Modelling the susceptibility of Pseudomonas aeruginosa to phages at the strain level
Cédric Lood 1*, Emma Verkinderen 1, Stefaan Verwimp 1, Alicja Ochman 1, Alexandra Petrovic Fabijan 3, Pieter-Jan Haas 4, Jonathan Iredell 3, Pieter-Jan Ceyssens 5, Vera van Noort 1,6, Rob Lavigne 1
- Department of Biosystems, KU Leuven, Leuven, Belgium
- Department of Microbial and Molecular Systems, KU Leuven, Leuven, Belgium
- Centre for Infectious Diseases and Microbiology, Westmead Institute for Medical Research, Sydney, New South Wales, Australia
- Department of Medical Microbiology, University Medical Centre Utrecht, Utrecht, The Netherlands
- Division of Human Bacterial Diseases, Sciensano, Brussels, Belgium
- Institute of Biology, University of Leiden, Leiden, The Netherlands
Cédric Lood
Pseudomonas aeruginosa is an opportunistic pathogen that we use as a model system to study interactions with bacteriophages. From a genomics perspective, the population of P. aeruginosa presents a tremendous amount of diversity, with pairs of strains harboring accessory genetic components. These accessory regions include determinants of host-virus interactions such as defense systems, membrane receptors, or prophages that together impact the susceptibility of individual strains to various phages. Our aim is to build models of phage susceptibility that can i) guide the rapid selection of specific virus isolates from phage banks to target given strains; and ii) reveal phage-bacteria interaction determinants through data mining. We performed large activity screens of our phages against hundreds of P. aeruginosa isolates. This interaction dataset provides us with thousands of positive and negative interactions while the genomics gives us features to train predictors with machine learning techniques. Our models can be broadly split in white box models which allow introspection and biological interpretation and black box models which enhance efficient phage selection but trade-off interpretation.
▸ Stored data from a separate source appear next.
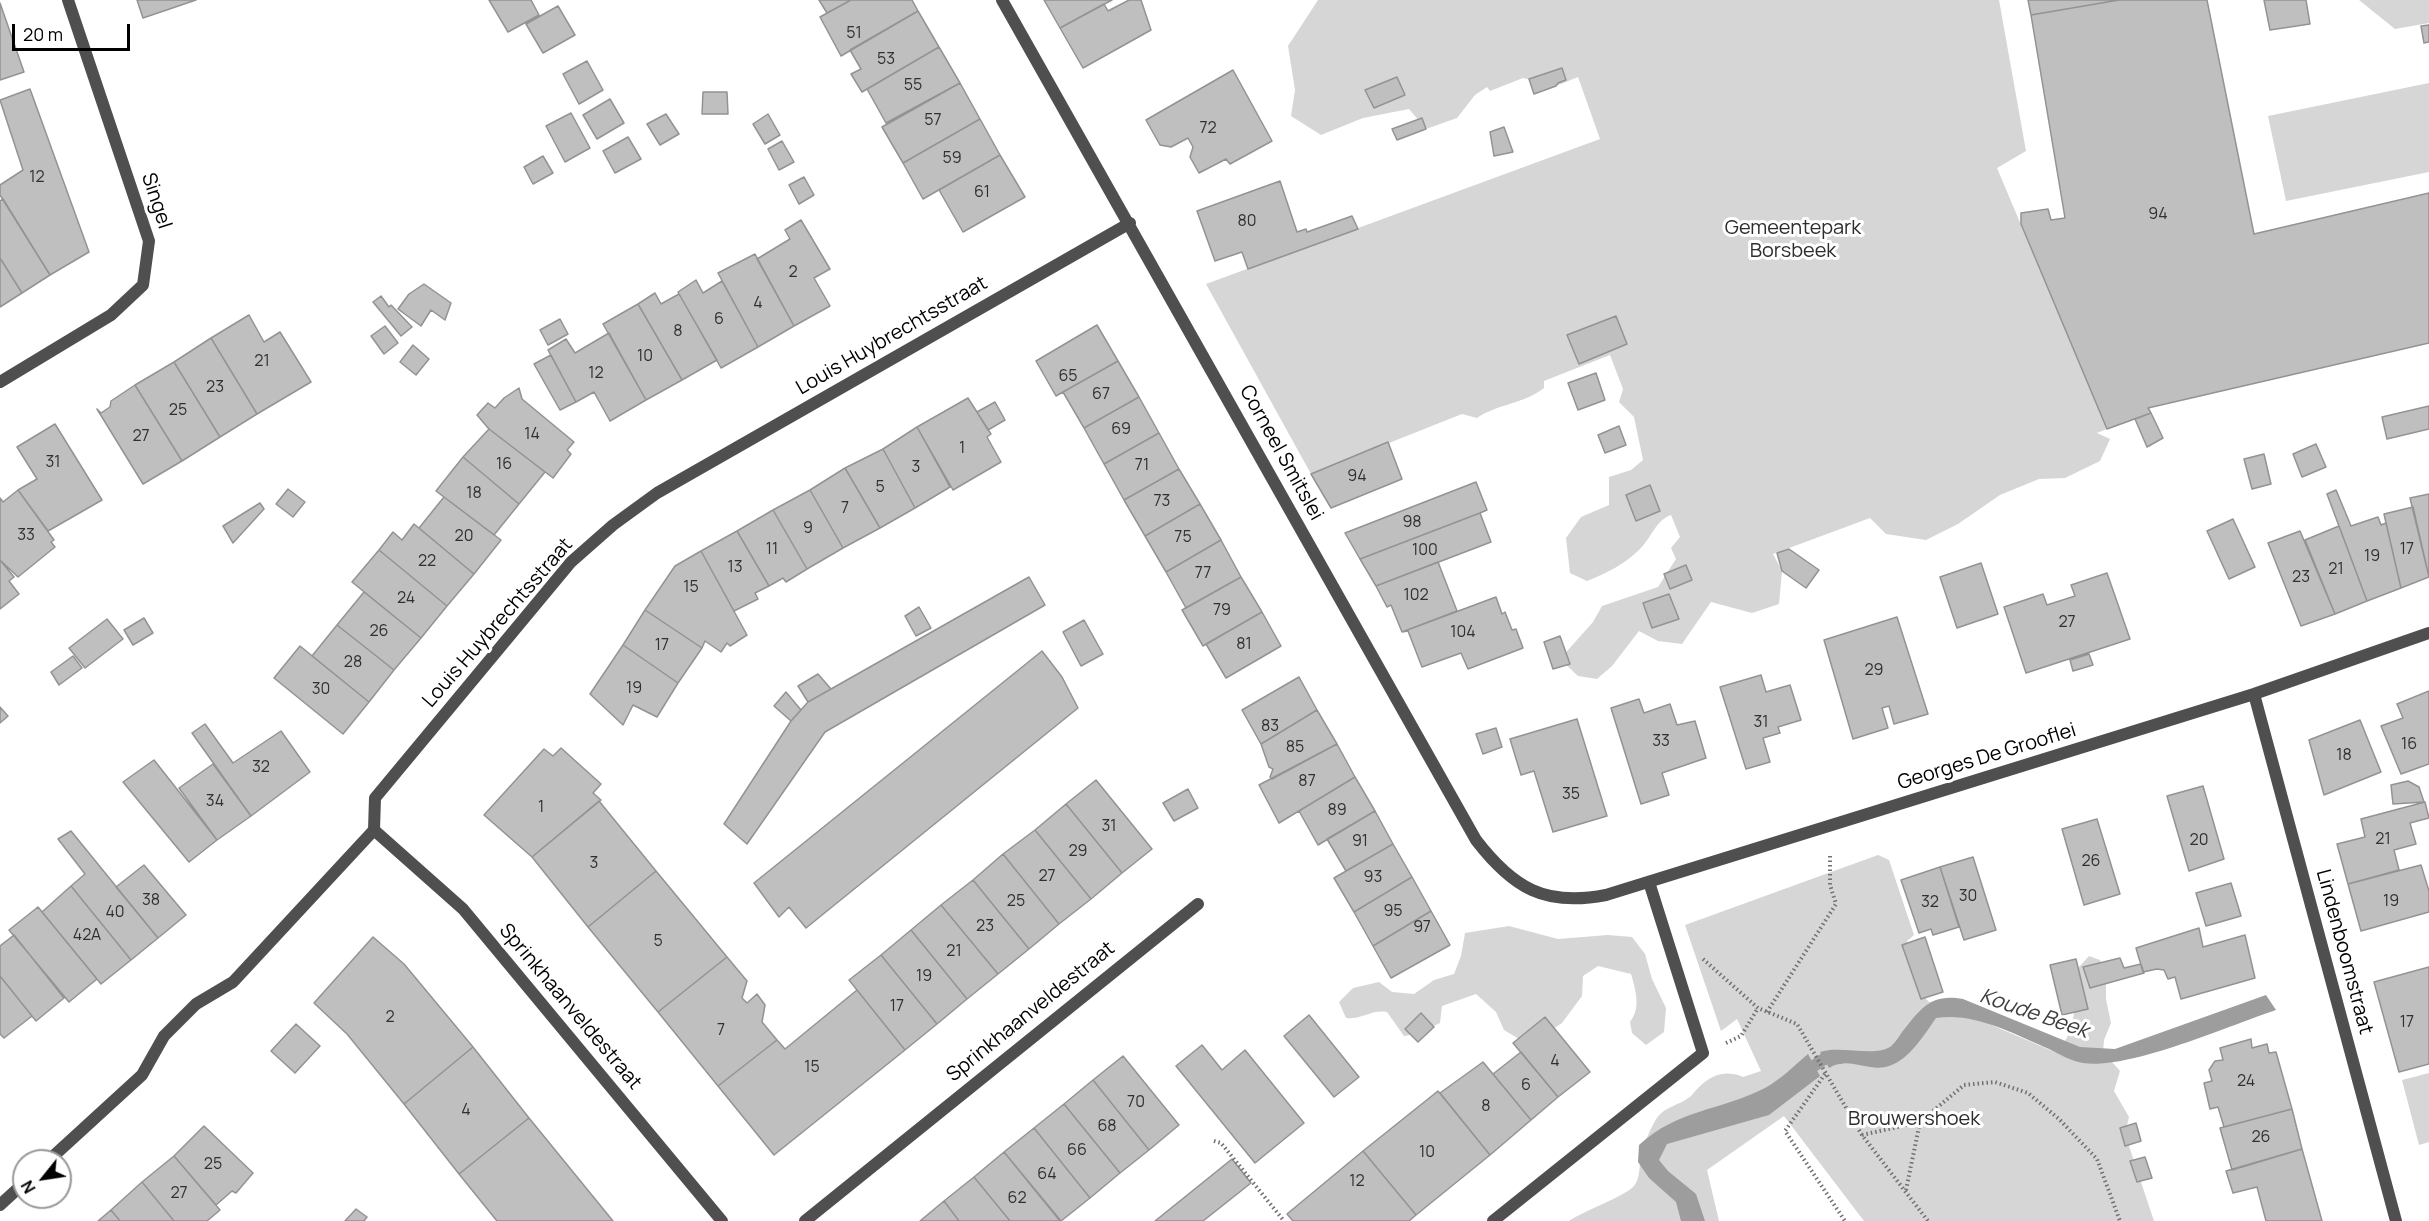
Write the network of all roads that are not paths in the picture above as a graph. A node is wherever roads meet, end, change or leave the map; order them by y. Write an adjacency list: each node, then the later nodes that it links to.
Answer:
1 (68, 0): 4 (street, Singel)
2 (1002, 0): 3 (street, Corneel Smitslei)
3 (1130, 223): 7 (street, Louis Huybrechtsstraat); 9 (street, Corneel Smitslei)
4 (0, 382)
5 (2429, 633): 6 (street, Georges De Grooflei)
6 (2254, 694): 8 (street, Georges De Grooflei); 17 (street, Lindenboomstraat)
7 (374, 830): 11 (street); 14 (street, Sprinkhaanveldestraat)
8 (1649, 882): 9 (street, Georges De Grooflei); 16 (street)
9 (1552, 898)
10 (1198, 904): 15 (street, Sprinkhaanveldestraat)
11 (61, 1149)
12 (12, 1194): 13 (street)
13 (0, 1205)
14 (722, 1221)
15 (805, 1221)
16 (1493, 1221)
17 (2396, 1221)

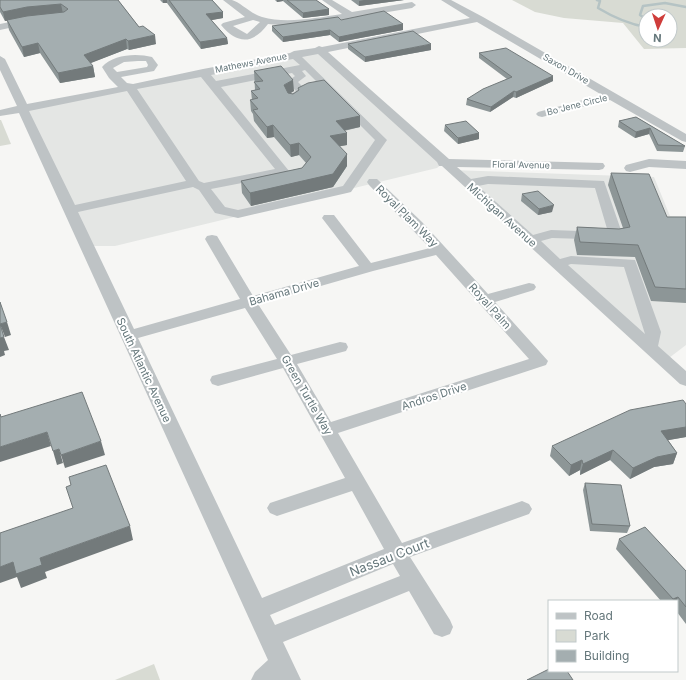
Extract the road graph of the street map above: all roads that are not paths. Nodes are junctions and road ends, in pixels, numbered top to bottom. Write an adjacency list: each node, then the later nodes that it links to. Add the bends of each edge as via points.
1 (227, 0): 6 (street)
2 (326, 0): 5 (street)
3 (445, 0): 7 (street, Saxon Drive)
4 (412, 5): 5 (street)
5 (350, 15): 9 (street, via 310,22)
6 (254, 17): 9 (street); 9 (street, via 226,25 240,36 252,36)
7 (480, 19): 13 (street, Mathews Avenue); 22 (street, Saxon Drive)
8 (36, 20): 10 (street)
9 (267, 20)
10 (22, 22): 11 (street); 12 (street)
11 (0, 24)
12 (0, 27)
13 (319, 50): 14 (street, Mathews Avenue); 28 (street, Michigan Avenue)
14 (294, 54): 16 (street); 17 (street, Mathews Avenue)
15 (0, 61): 24 (street, South Atlantic Avenue)
16 (301, 71): 19 (street); 21 (street); 23 (street, via 292,82 303,92 291,98); 32 (street, via 381,140 347,189 238,214 220,210)
17 (203, 72): 19 (street); 20 (street, Mathews Avenue)
18 (113, 76): 20 (street)
19 (214, 85): 32 (street, via 283,171)
20 (126, 87): 24 (street, Mathews Avenue); 32 (street)
21 (312, 87)
22 (612, 96): 26 (street, Bo Jene Circle); 27 (street, Saxon Drive)
23 (293, 101)
24 (22, 107): 25 (street, Mathews Avenue); 35 (street, South Atlantic Avenue)
25 (0, 112)
26 (542, 114)
27 (686, 139)
28 (444, 163): 30 (street, Floral Avenue); 34 (street, Michigan Avenue)
29 (686, 165): 31 (street, via 649,163)
30 (599, 166)
31 (630, 168)
32 (195, 182): 35 (street)
33 (373, 182): 39 (street, Royal Plam Way)
34 (467, 184): 38 (street, Michigan Avenue); 38 (street, via 488,180 600,184 616,236 551,234)
35 (68, 205): 45 (street, South Atlantic Avenue)
36 (329, 218): 41 (street)
37 (212, 239): 44 (street, Green Turtle Way)
38 (530, 240): 40 (street, Michigan Avenue)
39 (440, 250): 41 (street, Bahama Drive); 43 (street, Royal Palm)
40 (556, 264): 47 (street, Michigan Avenue); 47 (street, via 571,260 630,264 653,332)
41 (368, 268): 44 (street, Bahama Drive)
42 (529, 287): 43 (street)
43 (485, 300): 49 (street, Royal Palm)
44 (249, 302): 45 (street, Bahama Drive); 48 (street, Green Turtle Way)
45 (128, 336): 58 (street, South Atlantic Avenue)
46 (340, 347): 48 (street)
47 (650, 348): 51 (street, Michigan Avenue)
48 (287, 361): 50 (street); 52 (street, Green Turtle Way)
49 (540, 361): 52 (street, Andros Drive)
50 (218, 380)
51 (686, 380)
52 (327, 430): 53 (street, Green Turtle Way)
53 (356, 482): 54 (street); 56 (street, Green Turtle Way)
54 (277, 508)
55 (522, 509): 56 (street, Nassau Court)
56 (397, 553): 57 (street, Green Turtle Way); 58 (street, Nassau Court)
57 (413, 580): 59 (street, Green Turtle Way); 60 (street)
58 (256, 610): 60 (street, South Atlantic Avenue)
59 (442, 627)
60 (269, 637): 61 (street, South Atlantic Avenue)
61 (285, 672): 62 (street)
62 (263, 680)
We show that the population structure of P. aeruginosa informs greatly the distribution of phage-bacteria interaction determinants linked to susceptibility. The models we propose yield insights on two fronts: first, we answer an operational question and show how can we rank phages from banks by likelihood of their effectiveness against given strains; and second, we highlight how biological insights can be gathered from data-driven analyses.